Choosing a pairwise alignment method - User Guide to MegAlign Pro

MegAlign Pro has four pairwise alignment algorithms.

Align to Chromosome: DNASTAR is used to perform individual pairwise alignments of 1 to 25 short sequences (typically cDNA sequences) to a chromosome-length reference sequence. This method was released with Lasergene 17.5 in July 2023, and is adapted from a proprietary algorithm used in SeqMan NGen. The new MegAlign Pro algorithm can align sequences in which one sequence is thousands of times longer than the other. The short sequences must consist of extracted CDS features. You can create this type of sequence by using the Extract Features as Sequences template in SeqNinja, an application that is included with each Lasergene package. To perform a pairwise alignment of this type, see Pairwise alignment of a short sequence to a chromosome.

Local, Global and Semi-Global are used to align sequences that are similar in length (i.e., within one or two orders of magnitude). To learn how to perform this more general type of pairwise alignment, see Pairwise alignment for sequences with similar lengths.

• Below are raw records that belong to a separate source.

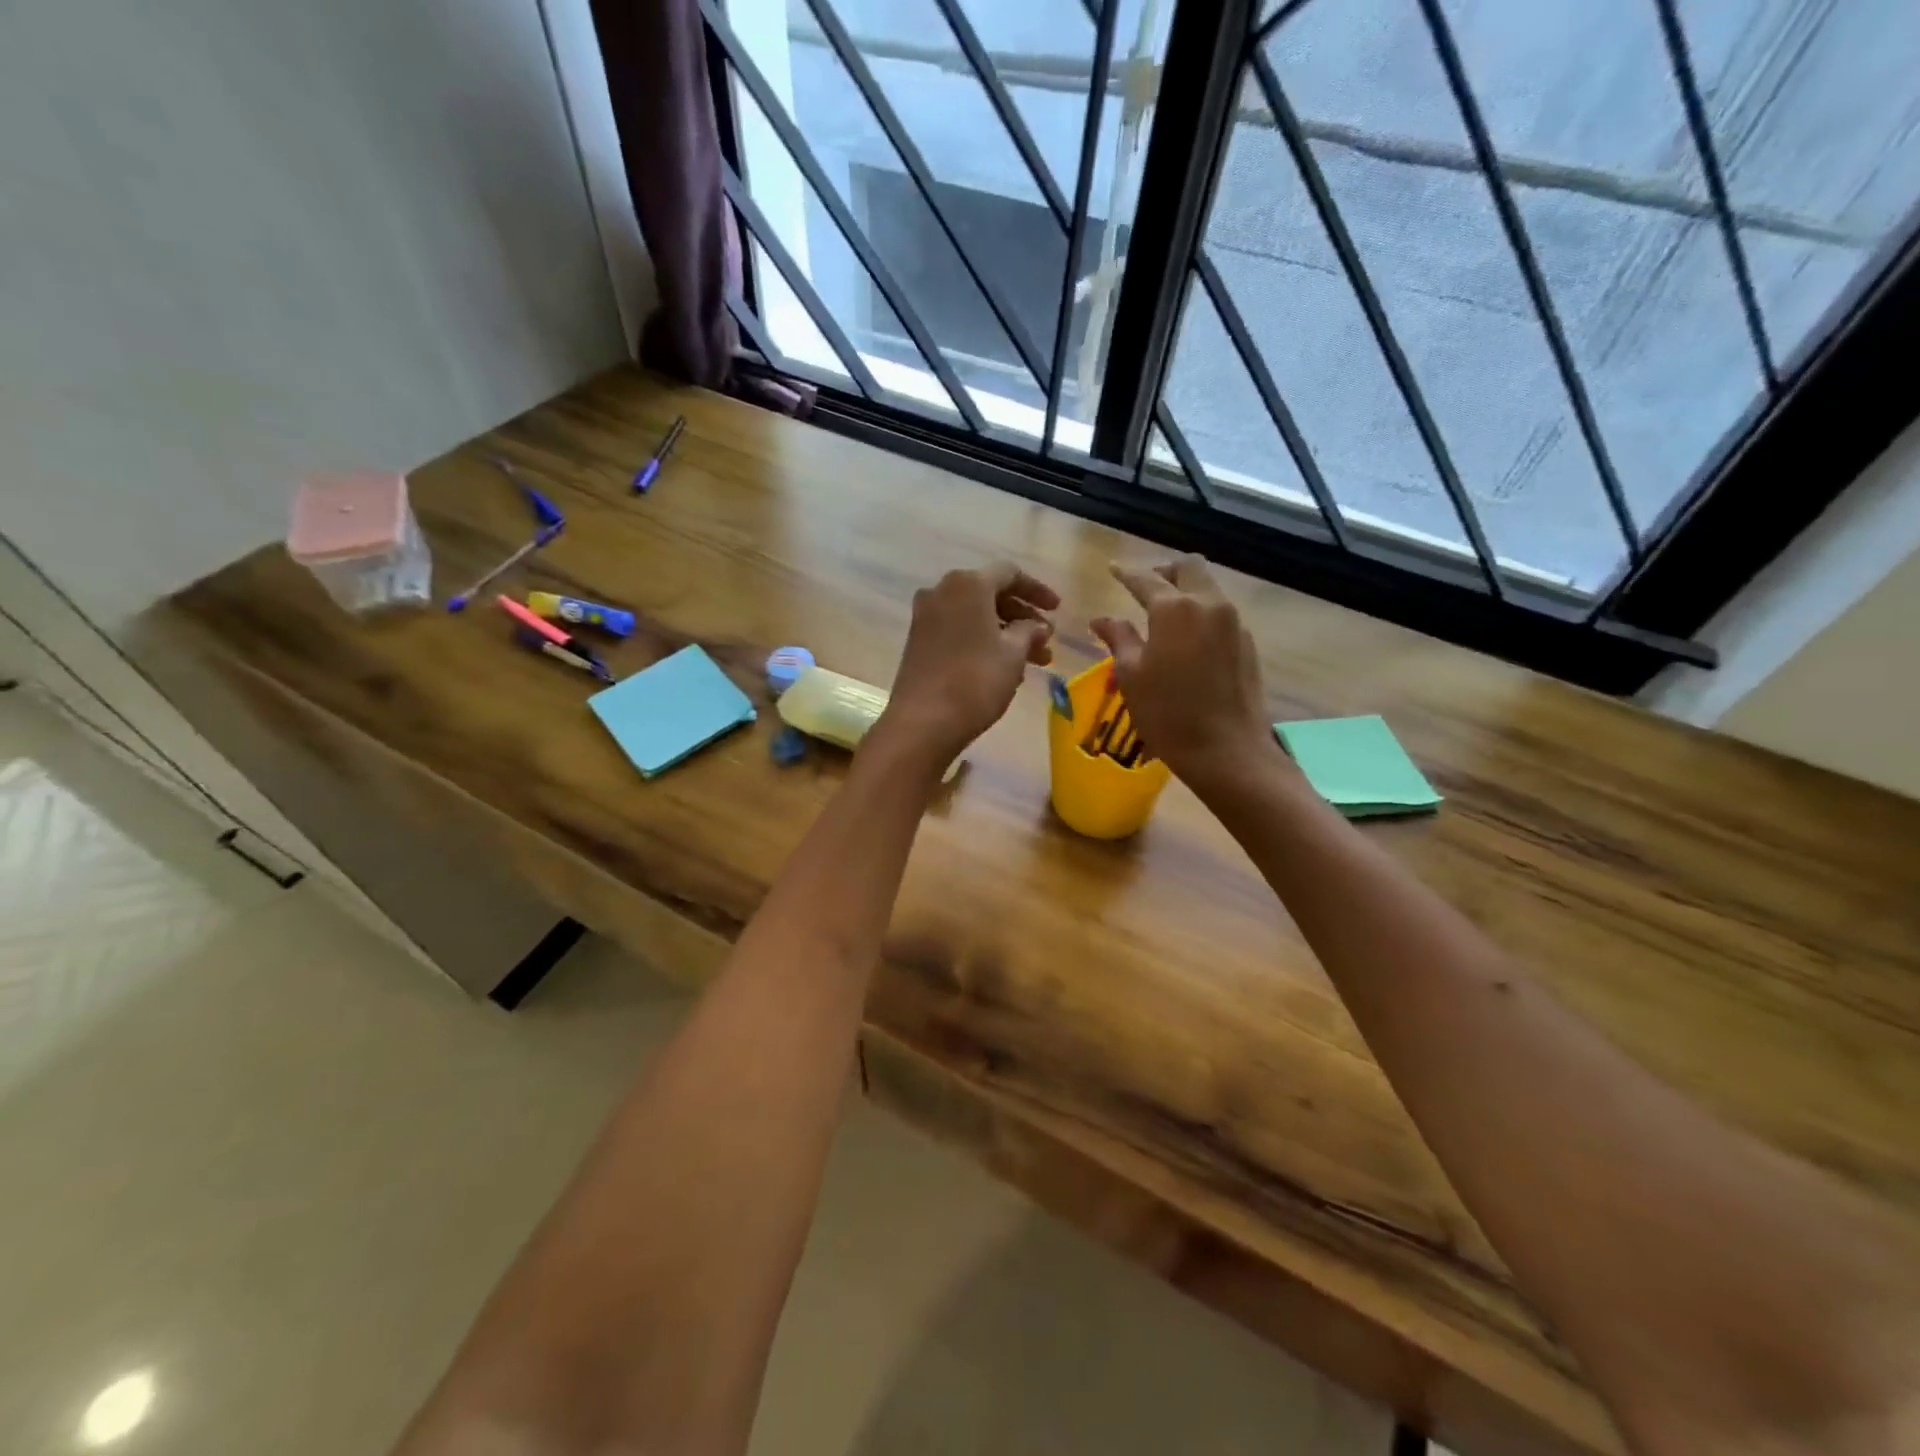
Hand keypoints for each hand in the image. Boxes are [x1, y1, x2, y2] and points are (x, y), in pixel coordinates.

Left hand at [876, 562, 1059, 764]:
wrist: (923, 721)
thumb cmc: (975, 681)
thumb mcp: (1013, 654)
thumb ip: (1030, 632)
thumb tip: (1038, 626)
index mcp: (968, 584)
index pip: (1010, 574)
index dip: (1038, 591)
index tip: (1058, 611)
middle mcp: (942, 591)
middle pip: (991, 594)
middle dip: (1023, 617)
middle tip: (1046, 642)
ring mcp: (926, 616)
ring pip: (975, 616)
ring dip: (1006, 633)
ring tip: (1034, 662)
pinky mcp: (918, 641)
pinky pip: (958, 630)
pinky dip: (983, 641)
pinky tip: (1003, 667)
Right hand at [1091, 555, 1279, 788]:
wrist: (1227, 750)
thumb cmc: (1167, 714)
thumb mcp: (1131, 676)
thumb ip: (1119, 638)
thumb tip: (1102, 619)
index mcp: (1175, 609)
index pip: (1146, 579)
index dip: (1126, 573)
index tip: (1113, 569)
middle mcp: (1209, 604)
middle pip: (1188, 567)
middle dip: (1164, 571)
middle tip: (1145, 587)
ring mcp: (1234, 623)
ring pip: (1209, 588)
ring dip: (1186, 591)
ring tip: (1165, 614)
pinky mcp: (1247, 643)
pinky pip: (1221, 613)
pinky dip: (1201, 613)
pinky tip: (1189, 640)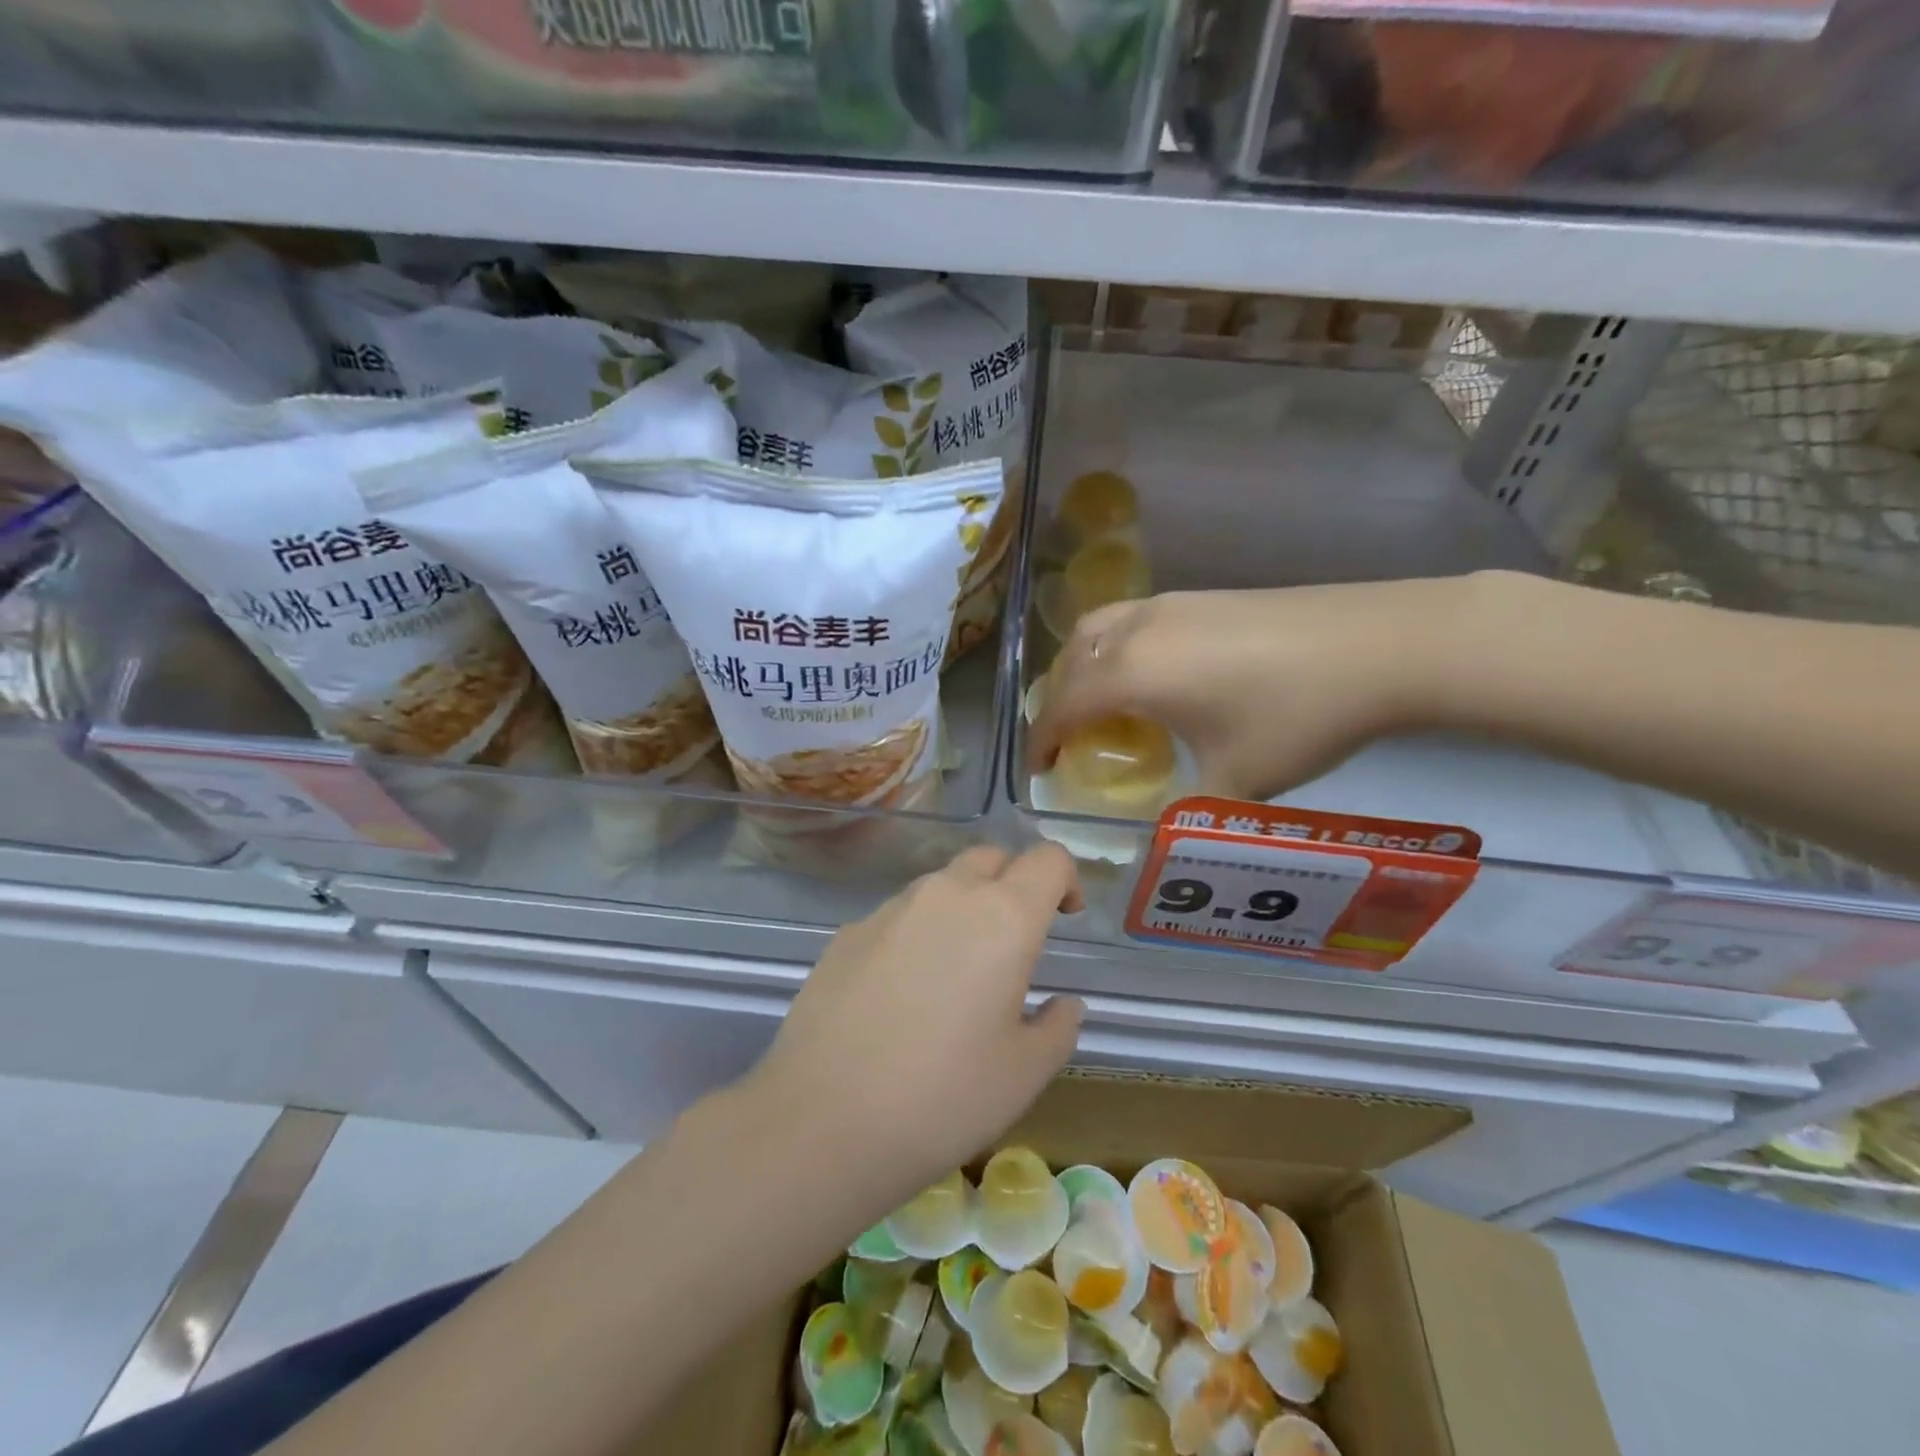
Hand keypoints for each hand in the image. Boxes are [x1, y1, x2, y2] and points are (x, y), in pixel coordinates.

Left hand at [746, 843, 1085, 1203]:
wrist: (822, 1121)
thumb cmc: (944, 1097)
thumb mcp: (1025, 1074)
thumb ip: (1058, 1027)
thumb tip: (1062, 1004)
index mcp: (1003, 917)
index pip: (1047, 859)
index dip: (1066, 879)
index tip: (1066, 917)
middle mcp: (946, 895)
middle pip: (991, 858)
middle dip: (1013, 884)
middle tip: (1015, 942)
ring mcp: (889, 910)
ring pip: (940, 884)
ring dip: (962, 908)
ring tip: (956, 972)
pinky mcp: (847, 934)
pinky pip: (897, 917)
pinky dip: (916, 935)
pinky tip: (901, 995)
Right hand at [1027, 578, 1478, 800]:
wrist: (1382, 645)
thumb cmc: (1297, 716)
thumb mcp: (1237, 780)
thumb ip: (1186, 808)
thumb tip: (1162, 830)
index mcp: (1133, 673)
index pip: (1062, 706)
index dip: (1042, 741)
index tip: (1038, 771)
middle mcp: (1138, 630)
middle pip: (1071, 661)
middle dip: (1056, 701)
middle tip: (1069, 739)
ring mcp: (1171, 604)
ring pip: (1099, 630)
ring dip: (1083, 667)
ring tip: (1100, 701)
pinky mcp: (1203, 595)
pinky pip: (1132, 620)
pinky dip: (1116, 648)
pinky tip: (1153, 674)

These three algorithms work in a similar fashion, although they can often produce very different results. All use a method called dynamic programming to find the best scoring alignment between two sequences. Alignment scores are computed by adding up per-base match scores and subtracting a penalty for opening a gap (of any length) and another for the number of positions that have gaps. The match scores are based on a scoring matrix such as NUC42 or BLOSUM62. It’s always a good idea to explore the effects of various settings of these three parameters to see if you can get a more desirable outcome. Depending on your two sequences, the three methods can potentially yield widely different results, so it’s important to understand how they differ.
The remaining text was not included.